Pope John Paul II stated that "'Spiritual combat'... is a secret and interior art, an invisible struggle in which monks engage every day against the temptations".

In modern times, the views of individual Roman Catholics of spiritual warfare have tended to divide into traditional and more modern understandings of the subject. An example of a more modern view of the demonic is found in the work of the Dominican scholar Richard Woods' The Devil.

The traditional outlook is represented by Father Gabriele Amorth, who has written three books on his personal experiences as an exorcist for the Vatican: An Exorcist Tells His Story, and An Exorcist: More Stories, and An Exorcist Explains the Demonic: The Antics of Satan and His Army of Fallen Angels. Francis MacNutt, who was a priest within the Roman Catholic Charismatic movement, has also addressed the subject of the demonic in his writings about healing.

=== Lutheranism, Anglicanism and Reformed Christianity ===

The practice of exorcism was also known among the first generation of teachers and pastors in the Lutheran Reformation. Johannes Bugenhagen was the pastor of the Wittenberg town church and officiated at Martin Luther's wedding. In a letter addressed to Luther and Melanchthon dated November 1530, Pomeranus recounted his experience of dealing with a young girl who showed signs of demon possession. Pomeranus' method involved counseling the girl concerning her previous baptismal vows, he invoked the name of Christ and prayed with her. (Letter reproduced in Montgomery, Principalities and Powers).

The Anglican-Puritan writer William Gurnall wrote a lengthy three-volume work, The Christian in Complete Armour, published between 1662 and 1665. In this work Gurnall stressed the place of reading Scripture, prayer and the name of Christ.

===Evangelicalism, Pentecostalism, and the Charismatic movement===
In the American revival tradition among evangelicals, prominent 19th- and 20th-century preachers such as D. L. Moody, Billy Sunday, R. A. Torrey and Billy Graham have all affirmed their belief in the existence of the demonic and had occasions to recount some of their own spiritual warfare encounters. In the 19th century, one of the major evangelical authorities on demon possession was the missionary to China, John Livingstone Nevius.

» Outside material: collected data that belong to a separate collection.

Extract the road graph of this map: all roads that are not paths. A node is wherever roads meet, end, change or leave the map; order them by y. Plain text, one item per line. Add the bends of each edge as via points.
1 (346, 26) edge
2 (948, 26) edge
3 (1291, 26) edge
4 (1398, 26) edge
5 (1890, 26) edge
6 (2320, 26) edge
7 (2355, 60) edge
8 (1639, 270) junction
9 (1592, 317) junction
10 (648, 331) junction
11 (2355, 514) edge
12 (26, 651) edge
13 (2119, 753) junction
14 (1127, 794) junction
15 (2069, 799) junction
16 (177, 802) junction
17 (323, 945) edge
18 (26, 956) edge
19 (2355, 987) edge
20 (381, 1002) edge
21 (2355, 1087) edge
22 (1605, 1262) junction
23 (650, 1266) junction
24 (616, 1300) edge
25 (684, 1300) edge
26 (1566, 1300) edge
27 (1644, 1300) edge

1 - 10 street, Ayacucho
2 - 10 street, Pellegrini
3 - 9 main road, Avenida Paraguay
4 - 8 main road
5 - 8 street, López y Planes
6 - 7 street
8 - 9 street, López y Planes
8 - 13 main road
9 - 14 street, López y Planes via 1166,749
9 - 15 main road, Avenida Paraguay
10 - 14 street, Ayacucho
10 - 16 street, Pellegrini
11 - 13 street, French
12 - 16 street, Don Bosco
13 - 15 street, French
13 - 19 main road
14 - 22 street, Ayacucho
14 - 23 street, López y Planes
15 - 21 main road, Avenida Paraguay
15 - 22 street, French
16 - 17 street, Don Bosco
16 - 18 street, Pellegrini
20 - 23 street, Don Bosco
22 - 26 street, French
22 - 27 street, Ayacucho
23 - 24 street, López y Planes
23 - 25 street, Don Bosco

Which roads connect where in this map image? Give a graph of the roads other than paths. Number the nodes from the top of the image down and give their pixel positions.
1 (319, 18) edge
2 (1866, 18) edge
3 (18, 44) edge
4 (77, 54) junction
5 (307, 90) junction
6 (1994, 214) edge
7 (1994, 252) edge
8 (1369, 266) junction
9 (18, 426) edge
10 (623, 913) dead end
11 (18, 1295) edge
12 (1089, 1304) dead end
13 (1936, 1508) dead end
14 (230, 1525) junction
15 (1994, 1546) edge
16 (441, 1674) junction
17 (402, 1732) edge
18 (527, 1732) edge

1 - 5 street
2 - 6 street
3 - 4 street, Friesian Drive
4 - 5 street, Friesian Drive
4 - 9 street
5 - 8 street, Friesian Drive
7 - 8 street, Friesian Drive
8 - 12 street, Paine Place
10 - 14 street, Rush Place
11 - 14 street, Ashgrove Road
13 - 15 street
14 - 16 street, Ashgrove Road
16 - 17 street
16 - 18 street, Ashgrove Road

Spiritual warfare has become a prominent feature in Pentecostal traditions and the concept is well embedded in Pentecostal history. Expositors of spiritual warfare include Jessie Penn-Lewis, who published the Pentecostal 1903 book War on the Saints, arising from the Welsh Revival in the early twentieth century. Starting in the 1950s with the charismatic Latter Rain movement, demonology began to grow in importance. British charismatic Michael Harper popularised the term spiritual warfare in his 1970 book of the same name. In 1976, prolific author Pastor Win Worley began the publication of his Hosts of Hell series, containing elements of the concept of spiritual warfare, if not explicitly using the expression. The third-wave charismatic movement of today—notably C. Peter Wagner and Cindy Jacobs – have been at the forefront of newer conceptions of spiritual warfare. Wagner's third-wave, which advocates for a militarized style of spiritual warfare to be enacted by "anointed prayer warriors," has given rise to spiritual warfare boot camps in which recruits are trained as soldiers to do battle against demonic influence.

Since the 1980s, the concept has spread from the charismatic world to broader evangelicalism; traditional boundaries between the two on the issue have eroded. This form of spiritual warfare has become especially popular among American evangelicals. American studies scholar S. Jonathon O'Donnell defines spiritual warfare: "A key idea in spiritual warfare is that demons don’t only attack people, as in depictions of demonic possession, but also take control of places and institutions, such as journalism, academia, and both municipal and federal bureaucracies. By doing so, demons are framed as advancing social projects that spiritual warriors see as opposing God’s plans." In 1991, Wagner published Confronting the Powers: How the New Testament Church Experienced the Power of Strategic-Level Spiritual Warfare and edited Territorial Spirits. In 1992, Dr. Ed Murphy wrote a modern 600-page book on the subject, The Handbook of Spiritual Warfare, from the point of view of deliverance ministry. Laws of Deliverance, From Proverbs (1980, 1983, 1995, 2000, 2003), written by Marilyn A. Ellsworth, is another important work of authority, as is her book ICBM Spiritual Warfare, God's Unbeatable Plan. Other Pentecostal and charismatic pastors include Don Basham, Derek Prince, Bishop Larry Gaiters, Reverend Miguel Bustillos, Dr. Marcus Haggard, and missionary Norman Parish, who have emphasized using the power of the blood of Christ in the deliverance ministry.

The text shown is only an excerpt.